Agora, especialistas observam uma mudança gradual: homens
de diferentes idades têm buscado mais informação, diagnóstico e tratamento,
abrindo espaço para um debate antes evitado.
O movimento acompanha transformações culturais mais amplas ligadas à saúde mental, ao envelhecimento e ao autocuidado masculino. Há um aumento na procura por avaliações hormonais, especialmente entre homens acima dos 40 anos, mas também entre pacientes mais jovens preocupados com fertilidade, qualidade do sono, estresse e desempenho físico.
Segundo a doutora em Engenharia Biomédica, cientista e farmacêutica Izabelle Gindri, o principal avanço está na disposição dos pacientes em falar sobre sintomas que antes eram vistos como sinal de fraqueza. “Por muito tempo, o homem foi educado para suportar desconfortos em silêncio. Hoje percebemos pacientes mais atentos ao próprio corpo e mais abertos para discutir libido, cansaço, ansiedade e fertilidade sem tanto constrangimento”, afirma a especialista em saúde hormonal, cofundadora e CEO da bio meds Brasil.
A DAEM (Deficiência Androgênica do Envelhecimento Masculino) ou andropausa, termo popular usado para descrever a queda gradual dos níveis de testosterona associada ao envelhecimento, ainda gera debate entre especialistas. Diferentemente da menopausa feminina, ela não ocorre de maneira abrupta nem atinge todos os homens da mesma forma. Ainda assim, a redução hormonal pode provocar impactos importantes na qualidade de vida.
Entre os sintomas mais comuns estão fadiga, perda de massa muscular, dificuldade de concentração, irritabilidade e diminuição do desejo sexual. O desafio é diferenciar alterações hormonais reais de problemas relacionados ao estresse, sedentarismo, má alimentação e privação de sono.

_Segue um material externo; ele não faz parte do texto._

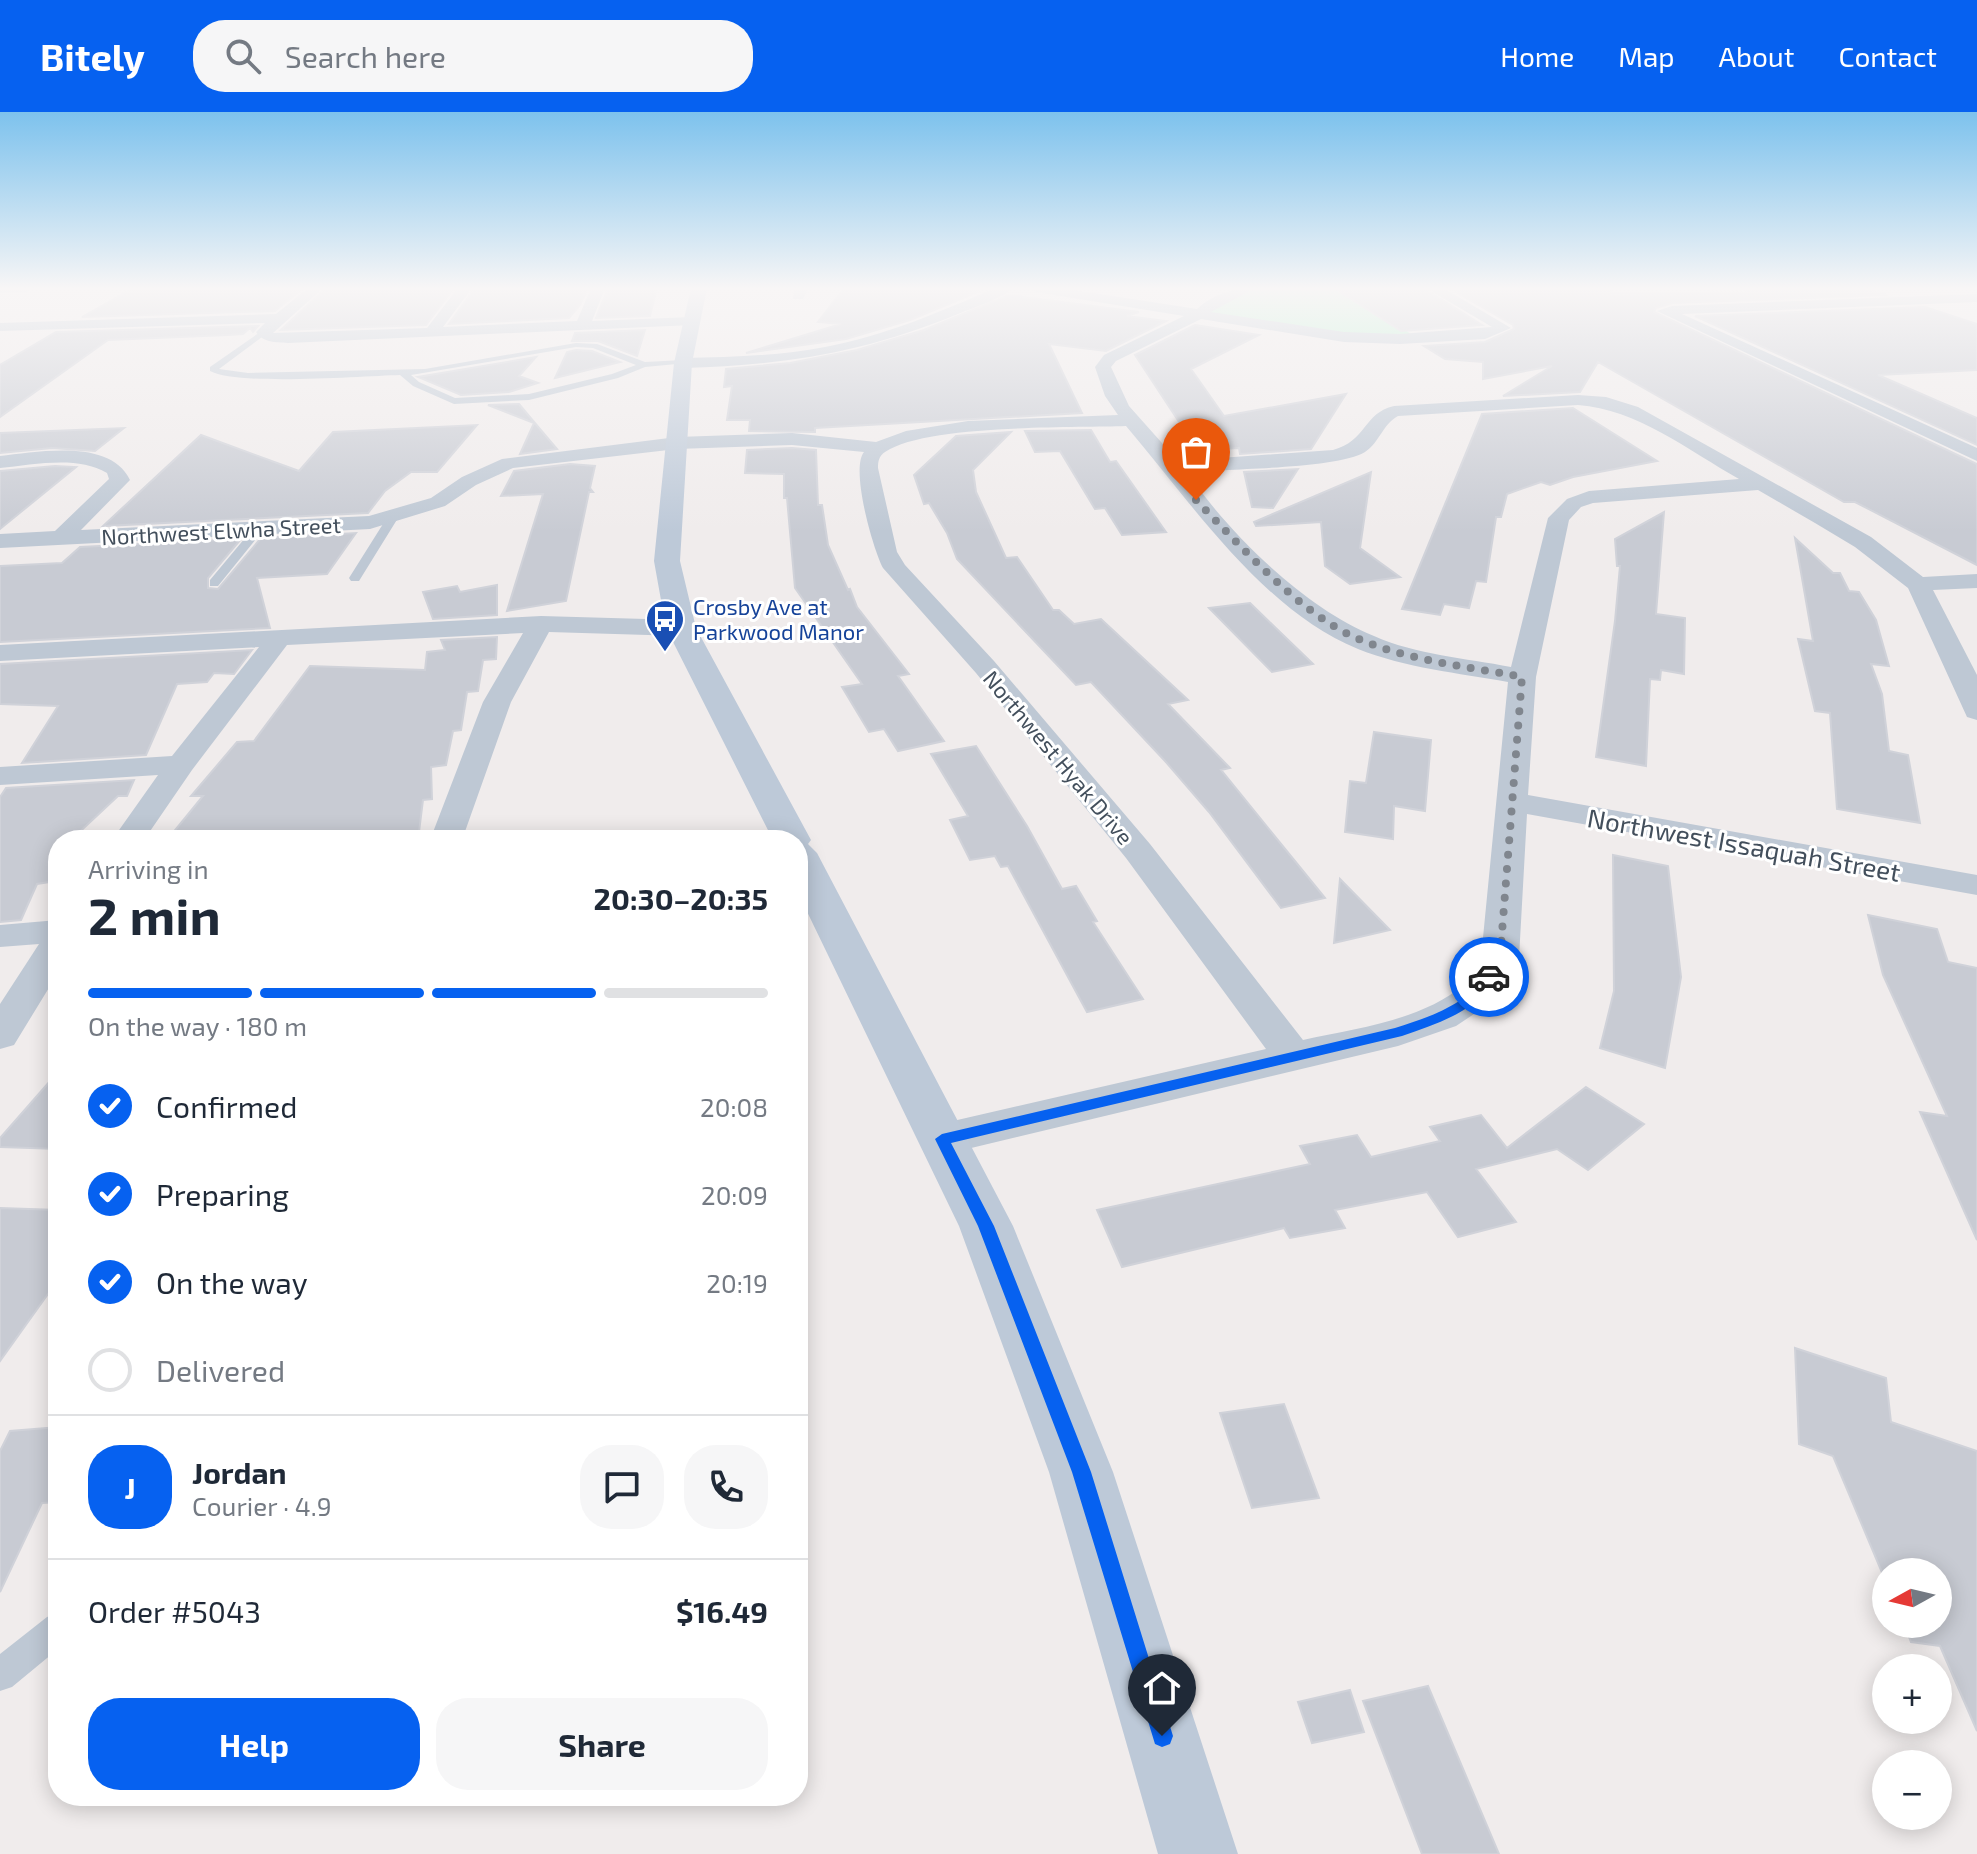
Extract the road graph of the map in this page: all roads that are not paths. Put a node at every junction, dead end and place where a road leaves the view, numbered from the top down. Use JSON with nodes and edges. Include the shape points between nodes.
{"nodes":[{"id":1,"x":214,"y":369,"type":"edge"},
{"id":2,"x":426,"y":369,"type":"edge"},
{"id":3,"x":633,"y":369,"type":"edge"},
{"id":4,"x":683,"y":369,"type":"edge"},
{"id":5,"x":1103,"y":369,"type":"edge"},
{"id":6,"x":1791,"y":369,"type":"edge"},
{"id":7,"x":403,"y":373,"type":"junction"},
{"id":8,"x":1129,"y":420,"type":"junction"},
{"id":9,"x":677,"y":443,"type":"junction"},
{"id":10,"x":878,"y":448,"type":"junction"},
{"id":11,"x":1977,"y":455,"type":"edge"},
{"id":12,"x":0,"y":462,"type":"edge"},
{"id":13,"x":1173,"y":467,"type":"junction"},
{"id":14,"x":1757,"y":484,"type":"junction"},
{"id":15,"x":392,"y":518,"type":"junction"},
{"id":16,"x":259,"y":528,"type":"junction"},
{"id":17,"x":62,"y":537,"type":"junction"},
{"id":18,"x":0,"y":541,"type":"edge"},
{"id":19,"x":355,"y":578,"type":"dead end"},
{"id":20,"x":1977,"y":581,"type":"edge"},
{"id":21,"x":214,"y":583,"type":"dead end"},
{"id":22,"x":1918,"y":584,"type":"junction"},
{"id":23,"x":541,"y":624,"type":"junction"},
{"id":24,"x":681,"y":628,"type":"junction"},
{"id":25,"x":280,"y":637,"type":"junction"},
{"id":26,"x":0,"y":653,"type":"edge"},
{"id":27,"x":1522,"y":677,"type":"junction"},
{"id":28,"x":1971,"y":679,"type":"edge"},
{"id":29,"x":1977,"y":711,"type":"edge"},
{"id":30,"x":181,"y":764,"type":"junction"},
{"id":31,"x":0,"y":776,"type":"edge"},
{"id":32,"x":1512,"y":802,"type":"junction"},
{"id":33,"x":135,"y":830,"type":"edge"},
{"id":34,"x":450,"y":830,"type":"edge"},
{"id":35,"x":787,"y":830,"type":"edge"},
{"id":36,"x":808,"y":873,"type":"edge"},
{"id":37,"x":1977,"y":885,"type":"edge"},
{"id":38,"x":48,"y":932,"type":"edge"},
{"id":39,"x":0,"y":936,"type":"edge"},
{"id":40,"x":48,"y":959,"type":"edge"},
{"id":41,"x":0,"y":1035,"type":"edge"},
{"id":42,"x":1292,"y":1055,"type":"junction"},
{"id":43,"x":942,"y":1139,"type":"junction"},
{"id":44,"x":48,"y":1636,"type":"edge"},
{"id":45,"x":0,"y":1675,"type":"edge"},
{"id":46,"x":1198,"y":1854,"type":"edge"}],
"edges":[{"from":1,"to":7,"type":"lane","via":[[248,376]]},
{"from":2,"to":7,"type":"lane"},
{"from":3,"to":7,"type":"lane","via":[[529,397],[454,401]]},
{"from":4,"to":9,"type":"street"},
{"from":5,"to":8,"type":"street"},
{"from":6,"to":11,"type":"street"},
{"from":8,"to":10,"type":"street","via":[[968,426],[906,437]]},
{"from":8,"to":13,"type":"street"},
{"from":9,"to":10,"type":"street","via":[[792,439]]},
{"from":9,"to":15,"type":"street","name":"Northwest Elwha Street","via":[[509,463],[438,502]]},
{"from":9,"to":24,"type":"street","via":[[667,561]]},
{"from":10,"to":42,"type":"street","name":"Northwest Hyak Drive","via":[[868,468],[886,552],[895,568],[1138,851]]},
{"from":12,"to":17,"type":"street","via":[[68,458],[112,464],[120,480]]},
{"from":13,"to":14,"type":"street","via":[[1334,456],[1365,443],[1379,418],[1394,411],[1592,400],[1632,411]]},
{"from":13,"to":27,"type":"street","via":[[1196,500],[1266,571],[1347,634],[1404,653]]},
{"from":14,"to":22,"type":"street","via":[[1850,534]]},
{"from":14,"to":27,"type":"street","via":[[1613,493],[1574,503],[1559,518]]},
{"from":15,"to":16,"type":"street","name":"Northwest Elwha Street"},
{"from":15,"to":19,"type":"lane"},
{"from":16,"to":17,"type":"street","name":"Northwest Elwha Street"},
{"from":16,"to":21,"type":"lane"},
{"from":17,"to":18,"type":"street","name":"Northwest Elwha Street"},
{"from":20,"to":22,"type":"street"},
{"from":22,"to":28,"type":"street"},
{"from":23,"to":24,"type":"street"},
{"from":23,"to":25,"type":"street"},
{"from":23,"to":34,"type":"street","via":[[497,702]]},
{"from":24,"to":35,"type":"street"},
{"from":25,"to":26,"type":"street"},
{"from":25,"to":30,"type":"street"},
{"from":27,"to":32,"type":"street"},
{"from":28,"to":29,"type":"street"},
{"from":30,"to":31,"type":"street"},
{"from":30,"to":33,"type":"street"},
{"from":32,"to":37,"type":"street","name":"Northwest Issaquah Street"},
{"from":32,"to":42,"type":"street","via":[[1500,958],[1481,991],[1442,1017],[1413,1027]]},
{"from":36,"to":43,"type":"street"},
{"from":38,"to":39,"type":"street"},
{"from":40,"to":41,"type":"street"},
{"from":42,"to":43,"type":"street"},
{"from":43,"to":46,"type":"street","via":[[986,1226],[1081,1472]]},
{"from":44,"to":45,"type":"lane"}]}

Ao mesmo tempo, cresce a preocupação com a fertilidade masculina. Estudos recentes mostram queda progressiva na qualidade do sêmen em diferentes países, fenômeno associado a fatores ambientais, obesidade, tabagismo, consumo de álcool, exposição excessiva ao calor e rotinas de alta pressão emocional.

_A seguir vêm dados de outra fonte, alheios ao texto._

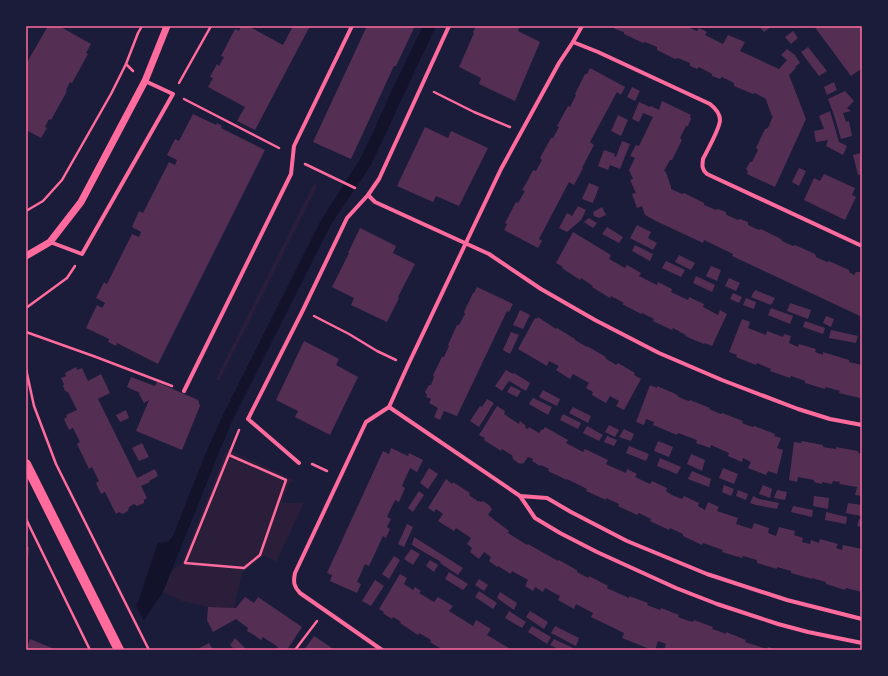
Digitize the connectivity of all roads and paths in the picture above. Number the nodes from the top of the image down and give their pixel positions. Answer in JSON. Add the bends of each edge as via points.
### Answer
{"nodes":[{"id":1,"x":142,"y":26,"type":"edge"},
{"id":2,"x":166,"y":26,"type":"edge"},
{"id":3,"x":211,"y":26,"type":"edge"},
{"id":4,"x":352,"y":26,"type":"edge"},
{"id":5,"x":449,"y":26,"type":"edge"},
{"id":6,"x":582,"y":26,"type":"edge"},
{"id":7,"x":573,"y":42,"type":"junction"},
{"id":8,"x":145,"y":81,"type":"junction"},
{"id":9,"x":421,"y":86,"type":"junction"},
{"id":10,"x":173,"y":94,"type":"junction"},
{"id":11,"x":521,"y":132,"type":"junction"},
{"id":12,"x":292,"y":158,"type":"junction"},
{"id":13,"x":368,"y":195,"type":"junction"},
{"id":14,"x":26,"y":212,"type":"edge"},
{"id":15,"x":50,"y":242,"type":"junction"},
{"id":16,"x":465,"y":243,"type":"junction"},
{"id":17,"x":862,"y":246,"type":"edge"},
{"id":18,"x":82,"y":254,"type":"junction"},
{"id":19,"x":26,"y":256,"type":"edge"},
{"id":20,"x":26,"y":308,"type":"edge"},
{"id":21,"x":303,"y":310,"type":"junction"},
{"id":22,"x":26,"y":332,"type":"edge"},
{"id":23,"x":408,"y":365,"type":"junction"},
{"id":24,"x":26,"y":369,"type":"edge"},
{"id":25,"x":184,"y":391,"type":"joint"},
{"id":26,"x":389,"y":407,"type":"junction"},
{"id":27,"x":248,"y":419,"type":"junction"},
{"id":28,"x":862,"y":425,"type":"edge"},
{"id":29,"x":229,"y":455,"type":"junction"},
{"id":30,"x":299,"y":462,"type":"dead end"},
{"id":31,"x":27,"y":468,"type":"edge"},
{"id":32,"x":520,"y":496,"type":"junction"},
{"id":33,"x":26,"y":519,"type":"edge"},
{"id":34,"x":324,"y":610,"type":"junction"},
{"id":35,"x":862,"y":619,"type":"edge"},
{"id":36,"x":862,"y":643,"type":"edge"},
{"id":37,"x":90,"y":650,"type":"edge"},
{"id":38,"x":119,"y":650,"type":"edge"},
{"id":39,"x":149,"y":650,"type":"edge"},
{"id":40,"x":295,"y":650,"type":"edge"},
{"id":41,"x":382,"y":650,"type":"edge"}],
"edges":[{"from":1,"to":14,"type":"path","via":[[112,94],[62,180],[43,201]]},
{"from":2,"to":8,"type":"street"},
{"from":3,"to":10,"type":"path"},
{"from":4,"to":12,"type":"street","via":[[294,146]]},
{"from":5,"to":9,"type":"street"},
{"from":6,"to":7,"type":"street"},
{"from":7,"to":11,"type":"street"},
{"from":7,"to":17,"type":"street","via":[[715,108],[720,120],[703,160],[703,170],[707,174]]},
{"from":8,"to":10,"type":"street"},
{"from":8,"to":15,"type":"street","via":[[81,202]]},
{"from":9,"to":11,"type":"path"},
{"from":9,"to":13,"type":"street","via":[[379,179]]},
{"from":10,"to":12,"type":"path","via":[[285,151]]},
{"from":10,"to":18,"type":"street"},
{"from":11,"to":16,"type":"street"},
{"from":12,"to":13,"type":"path"},
{"from":12,"to":25,"type":"street","via":[[291,174]]},
{"from":13,"to":16,"type":"street","via":[[375,202]]},
{"from":13,"to":21,"type":"street","via":[[347,218]]},
{"from":15,"to":18,"type":"street"},
{"from":15,"to":19,"type":"street"},
{"from":16,"to":23,"type":"street"},
{"from":16,"to":28,"type":"street","via":[[489,254],[541,289],[595,320],[659,353],[798,409]]},
{"from":18,"to":20,"type":"path","via":[[67,278]]},
{"from":21,"to":23,"type":"path"},
{"from":21,"to":27,"type":"street"},
{"from":22,"to":25,"type":"path","via":[[96,356]]},
{"from":23,"to":26,"type":"street"},
{"from":24,"to":39,"type":"path","via":[[34,406],[56,464]]},
{"from":26,"to":32,"type":"street"},
{"from":26,"to":34,"type":"street","via":[[366,422],[295,573],[293,580],[297,590]]},
{"from":27,"to":29,"type":"path","via":[[240,429]]},
{"from":27,"to":30,"type":"street"},
{"from":29,"to":29,"type":"path","via":[[223,470],[185,563],[244,568],[260,554],[286,480]]},
{"from":31,"to":38,"type":"main road"},
{"from":32,"to":35,"type":"street","via":[[547,498],[627,541],[707,574],[787,600]]},
{"from":32,"to":36,"type":"street","via":[[535,518],[560,533],[676,588],[778,624]]},
{"from":33,"to":37,"type":"path"},
{"from":34,"to":40,"type":"path"},
{"from":34,"to":41,"type":"street"}]}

Muitos homens ainda chegam tardiamente aos consultórios por acreditarem que infertilidade é um problema predominantemente feminino.
“Quando um casal enfrenta dificuldade para engravidar, é fundamental investigar os dois lados. Hoje, sabemos que fatores masculinos podem representar a causa em até 30%, de modo isolado, ou até metade dos casos, quando associados a fatores femininos. O lado positivo é que a maioria dos cenários é tratável, mas ainda existe resistência em procurar avaliação, o que poderia tornar os tratamentos mais rápidos e efetivos, evitando anos de frustração do casal”, explica Edgar Sarmento, médico urologista.
"A testosterona não é uma fórmula mágica para disposição ou performance. Existe indicação clínica específica, baseada em exames e sintomas. O uso inadequado pode trazer consequências importantes, inclusive para a fertilidade”, completa a PhD. Izabelle Gindri.
Outro aspecto que ganha espaço é a relação entre
hormônios e saúde emocional. Ansiedade, depressão, exaustão profissional e
distúrbios do sono podem afetar diretamente o equilíbrio hormonal. Por isso,
especialistas defendem abordagens mais integradas, envolvendo atividade física,
alimentação, acompanhamento psicológico e hábitos saudáveis.
A quebra do tabu representa um avanço importante não apenas para a medicina, mas para as relações sociais. Ao falar mais sobre envelhecimento, vulnerabilidade e bem-estar, homens começam a construir uma relação mais preventiva e menos rígida com a própria saúde.
“O autocuidado deixou de ser visto como fragilidade.
Muitos homens hoje desejam envelhecer com qualidade, manter a energia,
preservar vínculos afetivos e viver melhor. Essa mudança cultural talvez seja o
aspecto mais positivo de todos”, conclui Gindri.